Following the voluntary guidelines and implementing a compliance program will go a long way to prove that federal regulations have been followed in good faith and that any billing mistakes were the result of human error rather than malice. Hospices that find themselves to the subject of federal scrutiny will find that a working compliance program will go a long way to swaying the opinion of investigators, says David Queen, JD, a Baltimore-based attorney who handles fraud cases for home health and hospice providers.
The National Hospice Organization (NHO), based in Arlington, VA, favors controls that ensure compliance with government regulations. But it expressed concern that the OIG guidance casts a shadow of criminal behavior among hospices, and many hospices lack the resources to implement an extensive compliance program.
"NHO is also concerned that a large number of hospices will find it very difficult to devote significant additional resources or to re-allocate already meager and stretched resources necessary to implement the extensive compliance program detailed in the guidelines," wrote NHO President Karen Davie in an Aug. 19 letter.
Similar to other guidance already issued by the OIG for clinical laboratories, hospitals, home health agencies, third-party medical billing companies, and durable medical equipment (DME) suppliers, the draft hospice guidance is based on the following seven elements:
1. Implementation of written policies, procedures, and standards of conduct.
2. Designation of a compliance officer.
3. Development of training and education programs.
4. Creation of a hotline or other measures for receiving complaints and procedures for protecting callers from retaliation.

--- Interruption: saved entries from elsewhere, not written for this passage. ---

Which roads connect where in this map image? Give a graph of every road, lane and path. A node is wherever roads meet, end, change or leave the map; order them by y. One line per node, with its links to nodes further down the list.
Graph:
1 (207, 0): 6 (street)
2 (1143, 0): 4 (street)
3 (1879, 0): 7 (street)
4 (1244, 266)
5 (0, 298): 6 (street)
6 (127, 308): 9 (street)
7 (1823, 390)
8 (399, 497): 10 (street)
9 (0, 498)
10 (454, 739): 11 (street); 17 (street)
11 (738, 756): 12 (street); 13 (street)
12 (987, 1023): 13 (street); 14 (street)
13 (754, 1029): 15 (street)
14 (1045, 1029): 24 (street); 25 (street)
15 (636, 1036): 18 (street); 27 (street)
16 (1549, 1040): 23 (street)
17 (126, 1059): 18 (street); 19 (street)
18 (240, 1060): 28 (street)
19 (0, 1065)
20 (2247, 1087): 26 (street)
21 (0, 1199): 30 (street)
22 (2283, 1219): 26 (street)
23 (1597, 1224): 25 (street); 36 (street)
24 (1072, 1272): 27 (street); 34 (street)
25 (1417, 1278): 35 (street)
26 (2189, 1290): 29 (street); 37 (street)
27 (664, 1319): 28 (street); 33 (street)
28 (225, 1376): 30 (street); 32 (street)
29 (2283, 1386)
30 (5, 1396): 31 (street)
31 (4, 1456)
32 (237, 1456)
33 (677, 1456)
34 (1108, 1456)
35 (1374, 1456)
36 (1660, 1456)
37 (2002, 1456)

5. Performance of internal audits to monitor compliance.
6. Enforcement of standards through well-publicized disciplinary directives.
7. Prompt corrective action of detected offenses.

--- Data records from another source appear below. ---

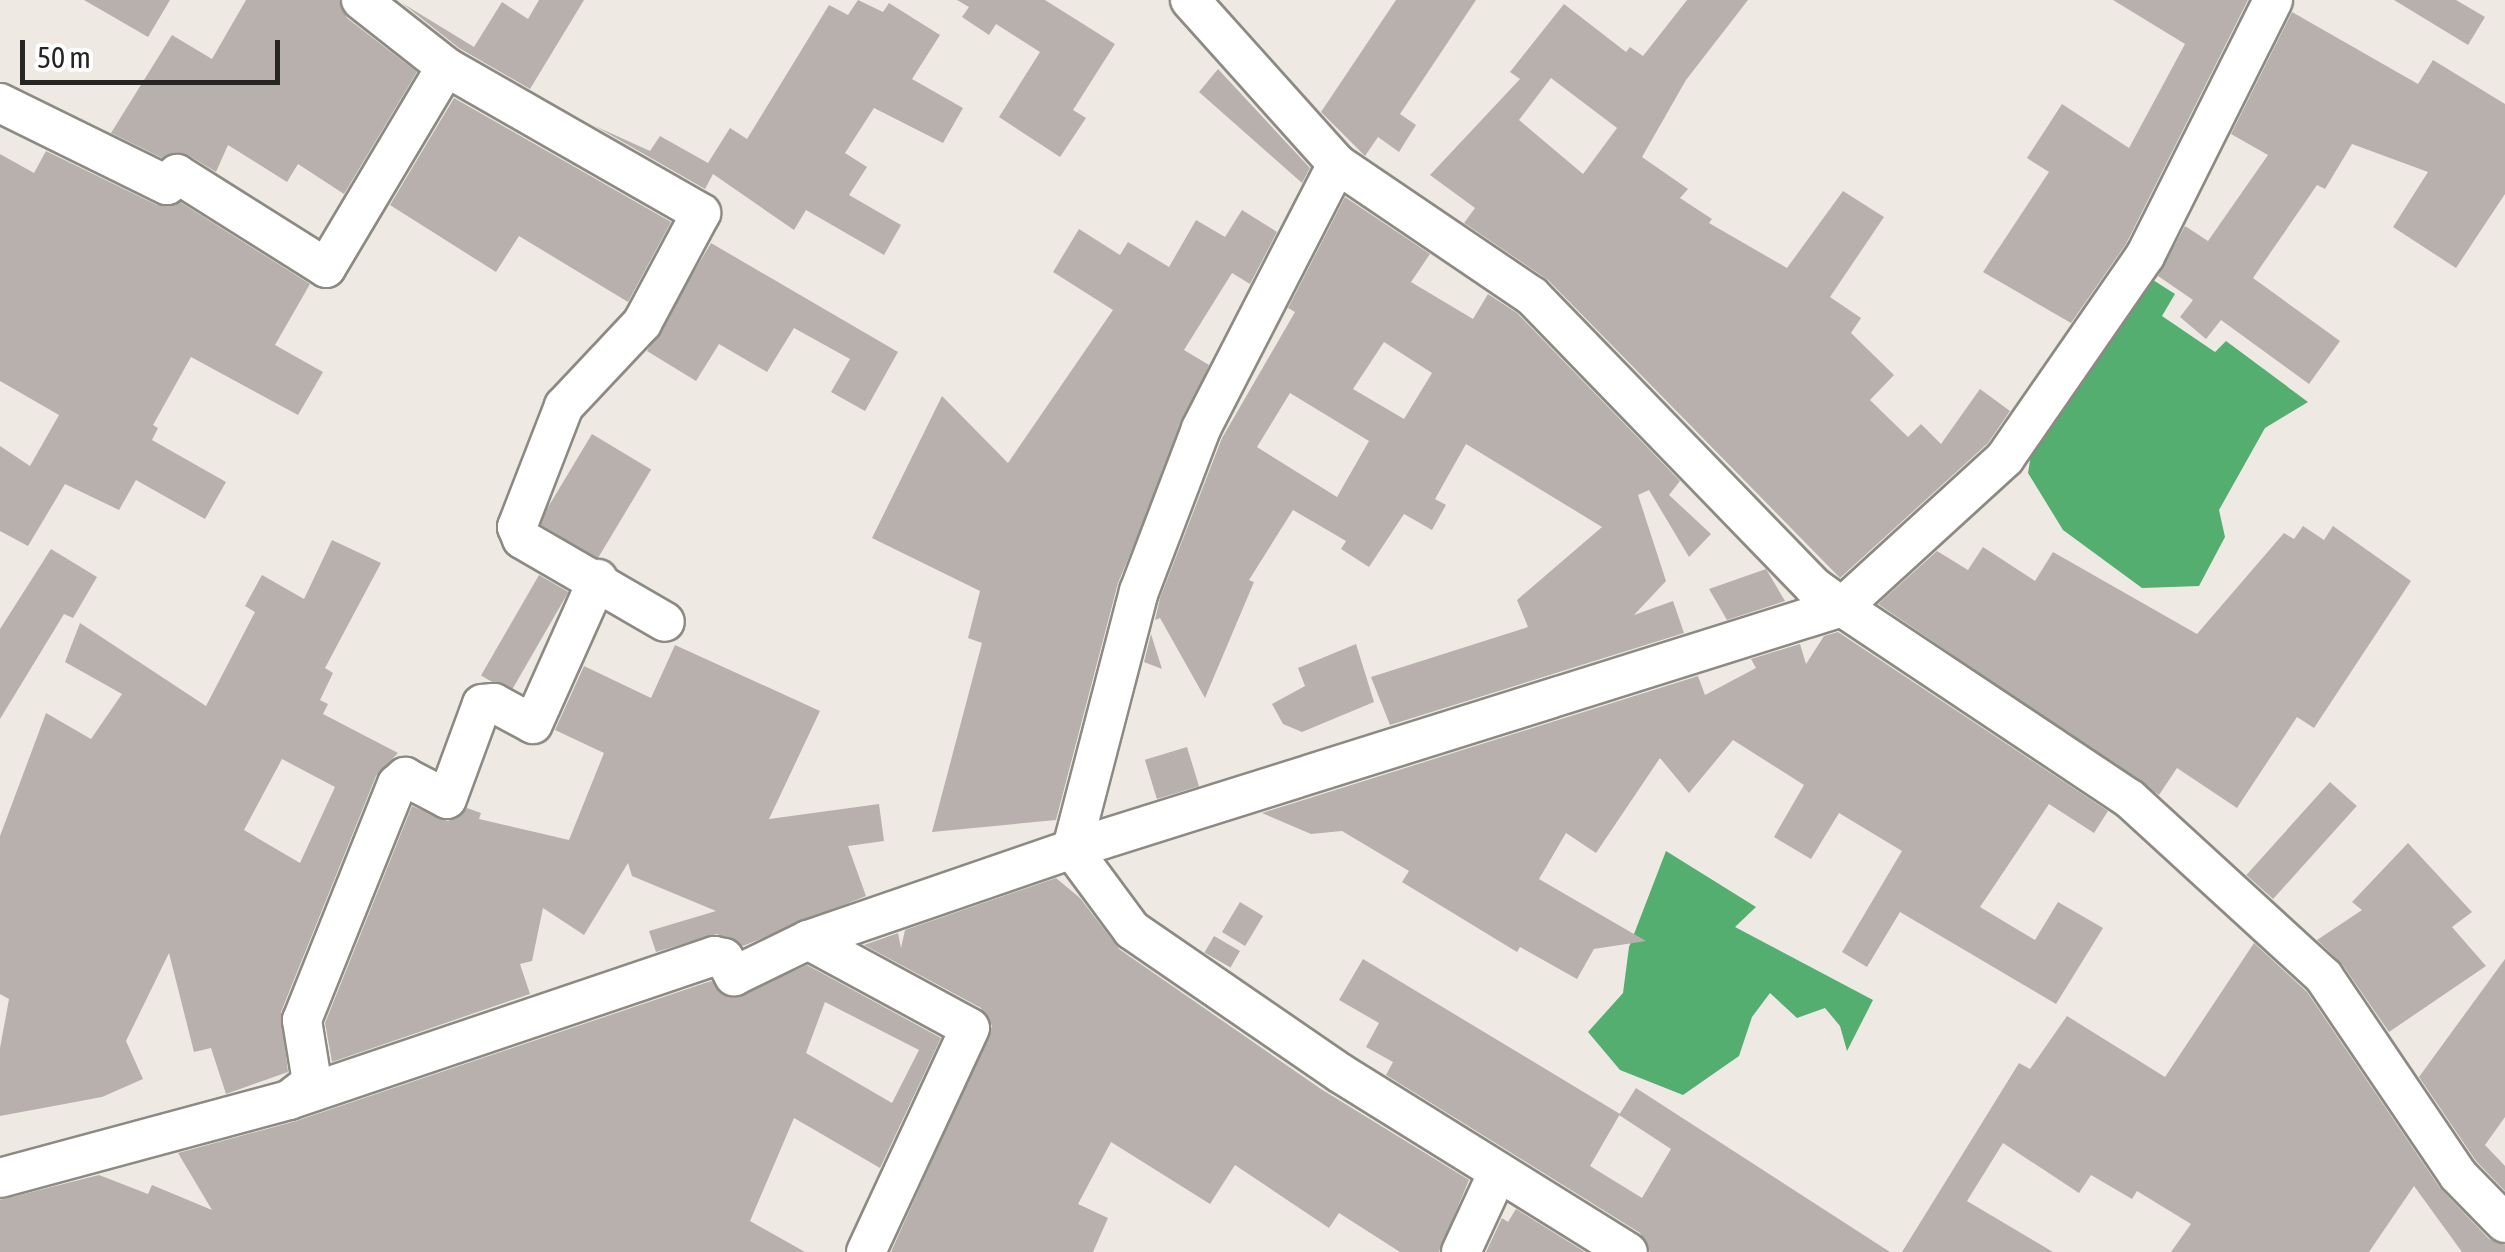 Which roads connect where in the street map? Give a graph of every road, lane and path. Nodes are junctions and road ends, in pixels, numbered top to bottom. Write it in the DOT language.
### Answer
graph roads {
  1 [pos="360,0"];
  2 [pos="1190,0"];
  3 [pos="2274,0"];
  4 [pos="446,67"];
  5 [pos="0,103"];
  6 [pos="1337,164"];
  7 [pos="598,580"];
  8 [pos="1842,607"];
  9 [pos="665,622"];
  10 [pos="1072,849"];
  11 [pos="808,940"];
  12 [pos="289,1100"];
  13 [pos="1497,1174"];
  14 [pos="0,1178"];
  15 [pos="2505,1223"];
  16 [pos="866,1252"];
  17 [pos="1462,1252"];
  18 [pos="1628,1252"];
  1 -- 4 [label="street"];
  2 -- 6 [label="street"];
  3 -- 8 [label="street"];
  4 -- 5 [label="street"];
  4 -- 7 [label="street"];
  6 -- 8 [label="street"];
  6 -- 10 [label="street"];
  7 -- 9 [label="street"];
  7 -- 12 [label="street"];
  8 -- 10 [label="street"];
  8 -- 15 [label="street"];
  10 -- 11 [label="street"];
  10 -- 13 [label="street"];
  11 -- 12 [label="street"];
  11 -- 16 [label="street"];
  12 -- 14 [label="street"];
  13 -- 17 [label="street"];
  13 -- 18 [label="street"];
}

Those elements, according to OIG, should represent the basic structure of a hospice’s compliance program. In its proposed guidelines, OIG offers a detailed explanation of each element and how these items should be implemented.
• Written policies and procedures. Standards must communicate to all affected employees, hospice agents and contractors, such as physicians and therapists, the hospice’s commitment to comply with federal and state standards. There should be a particular emphasis on preventing fraud and abuse.
OIG recommends that hospices creating a compliance program include appropriate training and educational programs to avoid the risk areas listed above, such as uniformed consent and improper admission.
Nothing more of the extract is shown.